> _How to complete this task_
Every line below that has the string "bends" adds one to the count. Give that count by itself.

> _Information given_
"""

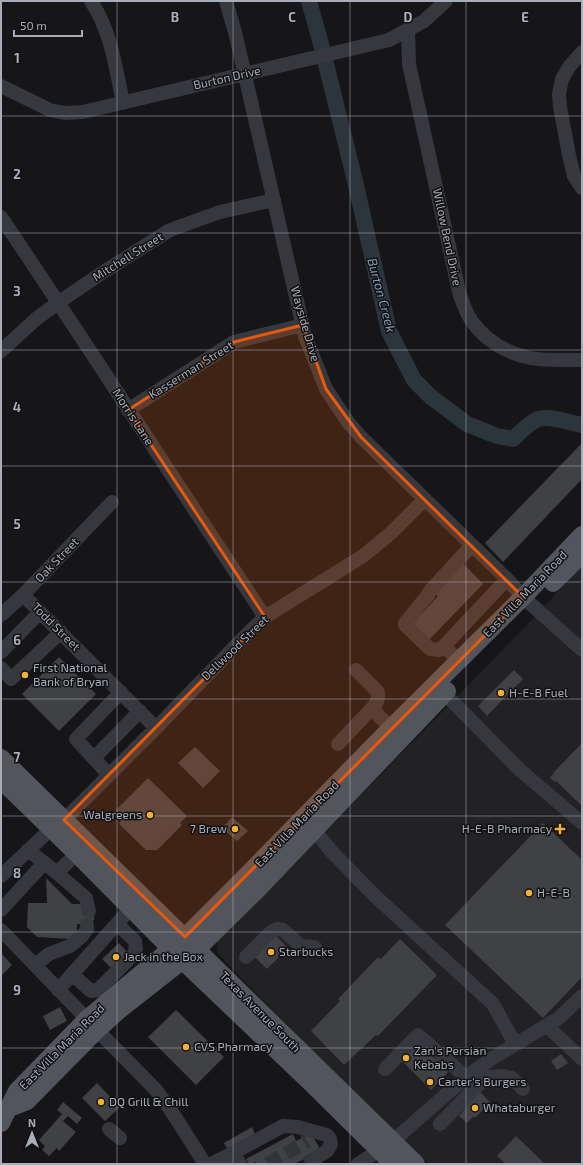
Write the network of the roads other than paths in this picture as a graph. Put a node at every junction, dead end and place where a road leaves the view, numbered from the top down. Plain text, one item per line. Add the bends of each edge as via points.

"""
"""

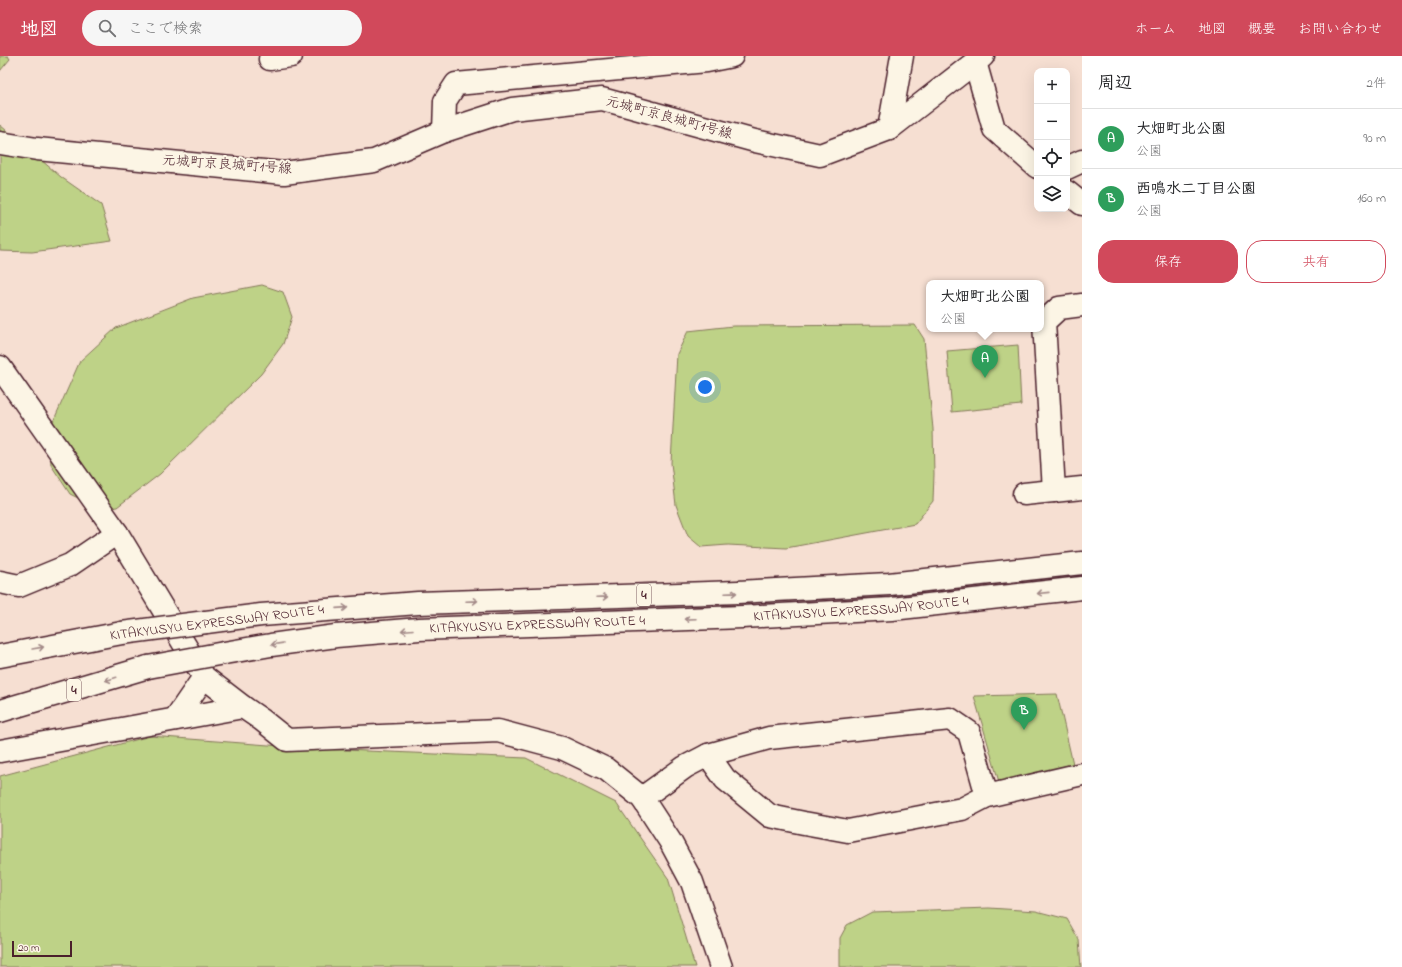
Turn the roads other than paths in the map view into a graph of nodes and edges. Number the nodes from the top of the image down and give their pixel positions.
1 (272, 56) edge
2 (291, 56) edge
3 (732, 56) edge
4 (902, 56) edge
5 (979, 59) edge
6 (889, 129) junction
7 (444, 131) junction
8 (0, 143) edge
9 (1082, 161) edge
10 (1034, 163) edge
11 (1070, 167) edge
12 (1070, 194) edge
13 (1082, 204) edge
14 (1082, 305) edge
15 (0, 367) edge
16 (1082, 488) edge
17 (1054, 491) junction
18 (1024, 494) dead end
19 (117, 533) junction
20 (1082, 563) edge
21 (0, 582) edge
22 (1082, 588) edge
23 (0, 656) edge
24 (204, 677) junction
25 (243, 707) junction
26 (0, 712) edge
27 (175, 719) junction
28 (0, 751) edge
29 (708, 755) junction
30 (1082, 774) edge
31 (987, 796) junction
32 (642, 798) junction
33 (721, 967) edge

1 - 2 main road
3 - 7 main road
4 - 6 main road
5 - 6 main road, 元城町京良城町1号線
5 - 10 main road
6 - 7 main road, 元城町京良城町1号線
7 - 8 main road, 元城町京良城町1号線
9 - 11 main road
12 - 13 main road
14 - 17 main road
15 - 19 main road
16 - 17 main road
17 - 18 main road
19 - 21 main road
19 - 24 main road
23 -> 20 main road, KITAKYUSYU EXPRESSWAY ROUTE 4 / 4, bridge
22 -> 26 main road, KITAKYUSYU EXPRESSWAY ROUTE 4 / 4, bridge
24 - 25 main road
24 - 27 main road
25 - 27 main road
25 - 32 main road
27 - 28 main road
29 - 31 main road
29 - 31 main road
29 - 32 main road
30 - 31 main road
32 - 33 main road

"""
"""

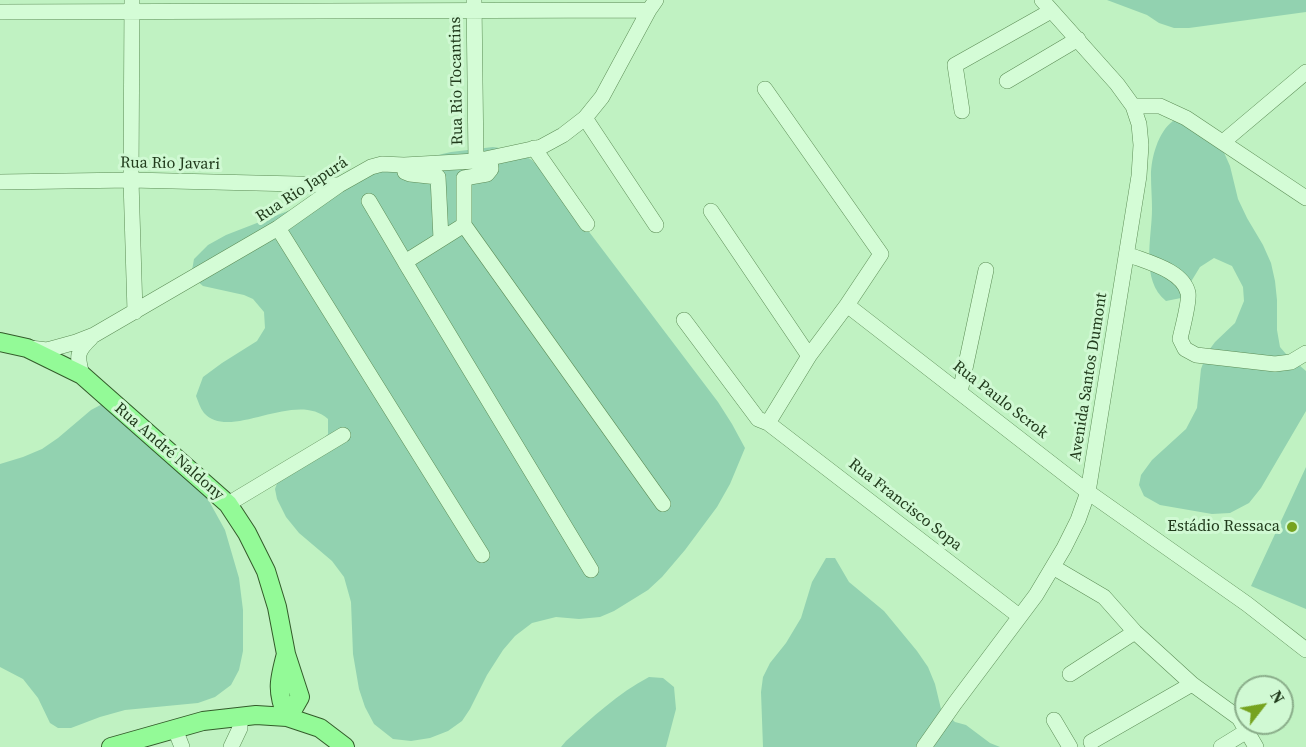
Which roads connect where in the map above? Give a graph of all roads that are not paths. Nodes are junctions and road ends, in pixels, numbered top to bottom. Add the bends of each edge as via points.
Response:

"""

> _Solution below_
2